Ciwanen Azad, le mouvement de la Jeunesse libre kurde, a été créé en 2013 au niveau européen pour donner une voix à cette diaspora nouvelle. A Genève, où l’organisation a fondé en décembre 2016 une nouvelle section, une trentaine de jeunes adultes, dont une dizaine de femmes, se retrouvent pour débattre de la situation au pays et, surtout, s’organiser politiquement. «Pour moi, reprendre le combat, ici, était une évidence. La cause a toujours fait partie de ma vie», témoigne Rubar, dont le père est emprisonné en Turquie.

En 1993, sa famille doit abandonner son village sous les bombardements de l’armée turque. Rubar a un an. Les fugitifs franchissent la frontière et rejoignent le camp de Makhmur, chez leurs frères du Kurdistan irakien. La guerre mettra vingt-deux ans à rattraper Rubar, dans la ville voisine d’Erbil, où il avait entamé des études en architecture.

Poursuivre la lutte
Avec son vieux complice Mahsum, au même parcours d’exilé, Rubar reprend la route, direction la Suisse. Les deux amis d’enfance y redécouvrent la vie d’un camp de réfugiés. C’est là qu’ils font la connaissance d’Ahmet, qui a fui sous la menace de devoir accomplir son service militaire dans l’armée d’occupation. Très investi dans les mobilisations qui agitent Diyarbakir, l’étudiant de 23 ans est aussi dans le viseur de la justice, accusé d’avoir détruit un véhicule de police. «J’avais entendu que la Suisse était un pays social et démocratique. Je n’ai pas été déçu», affirme le jeune réfugié, désireux de retrouver une «marge d’action politique».

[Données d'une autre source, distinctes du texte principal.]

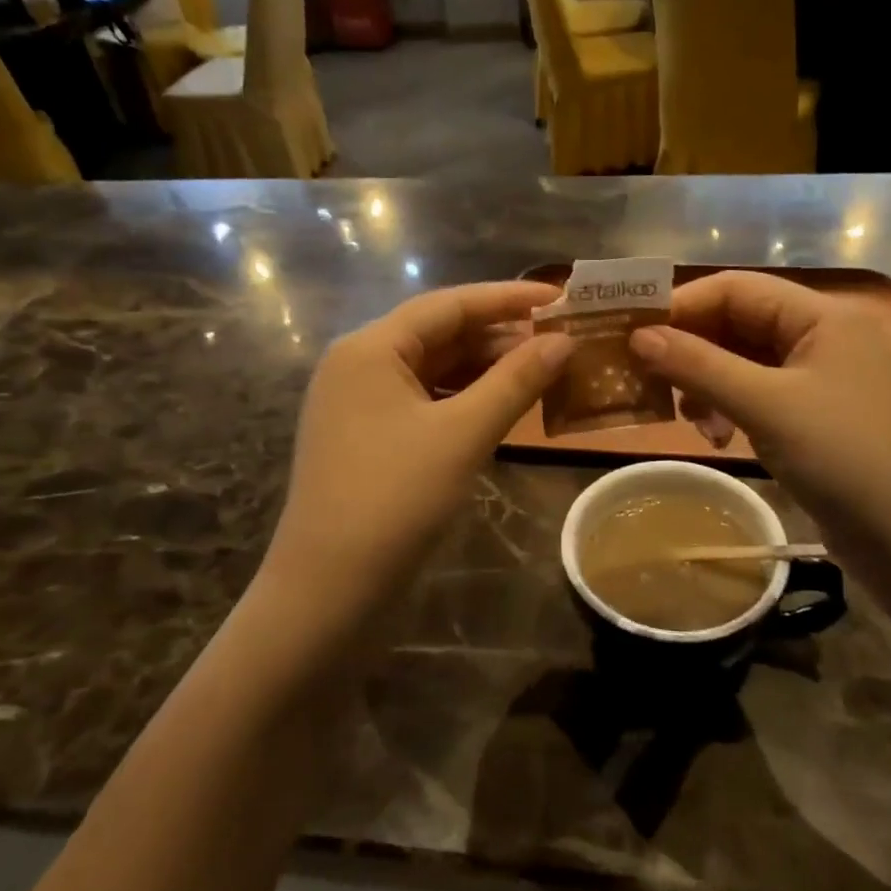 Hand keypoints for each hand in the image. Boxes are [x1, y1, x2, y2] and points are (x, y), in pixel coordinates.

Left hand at [257, 282, 571, 645]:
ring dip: (485, 368)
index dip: (507, 298)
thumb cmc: (394, 500)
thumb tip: (564, 340)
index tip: (559, 297)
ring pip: (434, 370)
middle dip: (500, 335)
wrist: (327, 592)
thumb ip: (516, 381)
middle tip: (560, 337)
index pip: (448, 305)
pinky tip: (502, 405)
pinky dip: (465, 399)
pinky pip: (424, 401)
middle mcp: (359, 364)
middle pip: (439, 334)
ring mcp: (359, 404)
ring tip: (542, 368)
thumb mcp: (463, 434)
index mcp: (370, 348)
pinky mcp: (367, 438)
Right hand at [630, 271, 890, 555]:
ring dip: (708, 383)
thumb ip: (699, 365)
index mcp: (821, 315)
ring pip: (745, 361)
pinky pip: (760, 394)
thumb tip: (638, 336)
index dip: (682, 305)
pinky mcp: (818, 416)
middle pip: (739, 323)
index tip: (633, 333)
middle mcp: (823, 336)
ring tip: (689, 420)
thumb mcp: (765, 406)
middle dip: (692, 350)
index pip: (736, 288)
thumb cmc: (846, 459)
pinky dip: (730, 408)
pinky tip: (717, 437)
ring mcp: (822, 378)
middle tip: (650, 380) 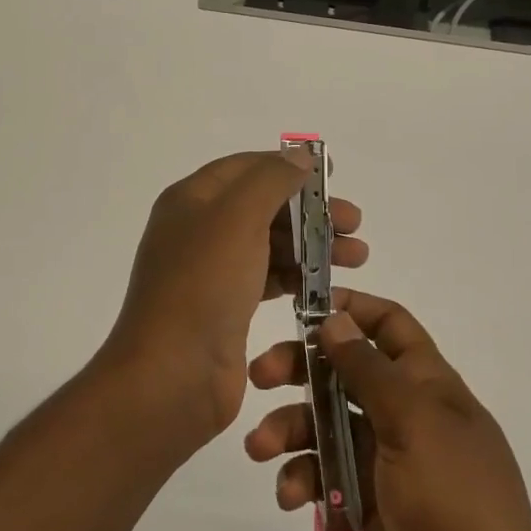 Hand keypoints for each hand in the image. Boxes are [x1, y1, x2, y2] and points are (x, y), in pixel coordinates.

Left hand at [97, 151, 366, 452]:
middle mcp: (198, 230)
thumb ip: (271, 179)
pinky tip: (327, 286)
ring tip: (358, 257)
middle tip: (354, 225)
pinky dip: (298, 277)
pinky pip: (267, 279)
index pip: (245, 168)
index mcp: (191, 200)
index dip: (287, 167)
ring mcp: (210, 271)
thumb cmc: (203, 285)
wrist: (172, 375)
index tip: (331, 178)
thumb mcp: (237, 217)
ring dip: (312, 246)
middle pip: (262, 206)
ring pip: (269, 244)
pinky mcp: (225, 308)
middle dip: (309, 211)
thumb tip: (299, 155)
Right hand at [246, 291, 530, 530]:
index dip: (352, 309)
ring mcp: (381, 461)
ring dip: (287, 429)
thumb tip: (335, 320)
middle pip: (342, 372)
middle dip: (300, 368)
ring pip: (322, 424)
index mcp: (429, 386)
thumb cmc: (455, 501)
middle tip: (260, 375)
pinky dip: (300, 480)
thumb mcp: (414, 423)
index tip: (303, 306)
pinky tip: (290, 496)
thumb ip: (369, 370)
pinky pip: (320, 476)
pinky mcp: (360, 504)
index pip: (390, 327)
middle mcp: (403, 416)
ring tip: (260, 448) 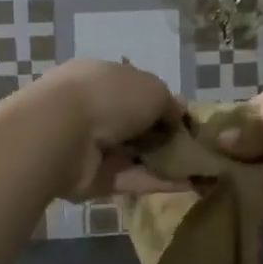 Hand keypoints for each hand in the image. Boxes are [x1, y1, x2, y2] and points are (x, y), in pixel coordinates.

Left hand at [28, 58, 187, 200]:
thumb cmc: (108, 97)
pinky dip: (157, 182)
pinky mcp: (93, 179)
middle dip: (164, 136)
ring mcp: (92, 146)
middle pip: (136, 124)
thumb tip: (178, 115)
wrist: (62, 135)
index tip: (186, 120)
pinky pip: (131, 179)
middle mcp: (95, 109)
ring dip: (165, 161)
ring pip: (134, 154)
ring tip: (201, 170)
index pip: (136, 90)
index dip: (162, 104)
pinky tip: (188, 186)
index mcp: (102, 77)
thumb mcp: (152, 89)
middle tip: (197, 147)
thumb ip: (168, 103)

A Ciwanen Azad, les réfugiés kurdo-turcs fraîchement admis constituent la base agissante. A laquelle se sont agrégés d’autres jeunes qui gravitaient autour de l’organisation «adulte» Dem Kurd. Des travailleurs et des étudiants arrivés de plus longue date, en provenance de toutes les régions du Kurdistan. Voire nés en Suisse. Un vrai choc culturel. «Il va de soi que de vivre dans un pays où le capitalisme est aussi développé engendre des transformations, notamment à travers les rapports de travail», décrit Rubar. Des contraintes économiques qui limitent l’investissement de nombreux jeunes mais pas «leur désir de lutte», nuance-t-il.

Pour Ahmet, Ciwanen Azad doit également contribuer à rattacher cette deuxième génération à sa culture. De même, les jeunes activistes espèrent instiller un peu de radicalité et d’optimisme aux organisations kurdes plus anciennes. Mieux formés que leurs aînés, sachant ce que signifie mener une lutte légale et démocratique chez eux, Ahmet et ses camarades se disent déterminés à insuffler un nouvel élan à la diaspora kurde.

Mouvement kurde méconnu
La priorité du groupe demeure néanmoins tournée vers l’extérieur de la communauté, reprend Rubar. «Nous voulons que, dans une ville internationale comme Genève, on connaisse mieux la révolution qui se déroule au Kurdistan», dit-il. Parmi les projets imaginés depuis six mois, la traduction en français d’un ouvrage d’Abdullah Oçalan, le leader emprisonné du Parti des travailleurs du Kurdistan (PKK), occupe une place importante. Façon, pour les jeunes Kurdes d’actualiser la vision qu’en ont les Occidentaux, en insistant sur le message démocratique et autonomiste, étendard de l’actuel mouvement kurde, bien éloigné du marxisme-léninisme et du séparatisme professés durant les premières années du PKK. «Nous vivons au XXIe siècle, en pleine globalisation, cela ne fait pas sens de détruire une nation pour en créer une autre. Nous devons trouver un système qui permettre à tous de vivre en paix», affiche Rubar, sous le regard acquiesçant de ses camarades.

Au cœur des revendications, dès lors, la reconnaissance de la langue kurde mais aussi des trente-quatre autres idiomes minoritaires parlés en Turquie devient centrale. Avec sa conséquence naturelle: le droit à l’éducation en kurde et à la promotion de cette culture.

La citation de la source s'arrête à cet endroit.